TASK TO COMPLETE:
Look for the word "dead" in the entries below, then copy every line that has it.

───── DATA SECTION

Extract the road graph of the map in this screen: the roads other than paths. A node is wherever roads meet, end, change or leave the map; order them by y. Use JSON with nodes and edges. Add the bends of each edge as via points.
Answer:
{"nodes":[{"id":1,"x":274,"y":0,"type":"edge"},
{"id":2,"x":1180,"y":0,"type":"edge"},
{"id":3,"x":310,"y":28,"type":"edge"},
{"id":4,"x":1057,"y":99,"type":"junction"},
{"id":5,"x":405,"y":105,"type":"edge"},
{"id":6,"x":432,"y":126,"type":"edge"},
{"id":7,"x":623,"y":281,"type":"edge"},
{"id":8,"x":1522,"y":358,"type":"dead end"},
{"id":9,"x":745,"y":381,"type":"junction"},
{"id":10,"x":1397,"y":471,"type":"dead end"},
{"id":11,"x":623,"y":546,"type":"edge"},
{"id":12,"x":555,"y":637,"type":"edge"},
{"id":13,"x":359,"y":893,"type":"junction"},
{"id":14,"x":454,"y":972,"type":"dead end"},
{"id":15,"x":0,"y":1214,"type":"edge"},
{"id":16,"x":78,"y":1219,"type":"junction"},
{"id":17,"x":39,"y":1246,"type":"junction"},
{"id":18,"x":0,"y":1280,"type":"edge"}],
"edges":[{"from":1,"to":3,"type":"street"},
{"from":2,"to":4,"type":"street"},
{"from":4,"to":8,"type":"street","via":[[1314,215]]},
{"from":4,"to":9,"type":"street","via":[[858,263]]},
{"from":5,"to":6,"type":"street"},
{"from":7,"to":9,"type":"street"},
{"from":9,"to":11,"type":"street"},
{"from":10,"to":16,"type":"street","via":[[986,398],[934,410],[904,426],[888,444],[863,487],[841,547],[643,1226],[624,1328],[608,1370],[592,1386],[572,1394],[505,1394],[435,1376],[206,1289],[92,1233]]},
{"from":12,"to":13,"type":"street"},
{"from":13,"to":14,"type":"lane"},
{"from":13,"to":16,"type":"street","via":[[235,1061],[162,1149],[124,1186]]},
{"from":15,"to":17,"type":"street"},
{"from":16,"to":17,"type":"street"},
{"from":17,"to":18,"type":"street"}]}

──────────

TASK SOLUTION:
{"id":8,"x":1522,"y":358,"type":"dead end"},
{"id":10,"x":1397,"y":471,"type":"dead end"},
{"id":14,"x":454,"y":972,"type":"dead end"},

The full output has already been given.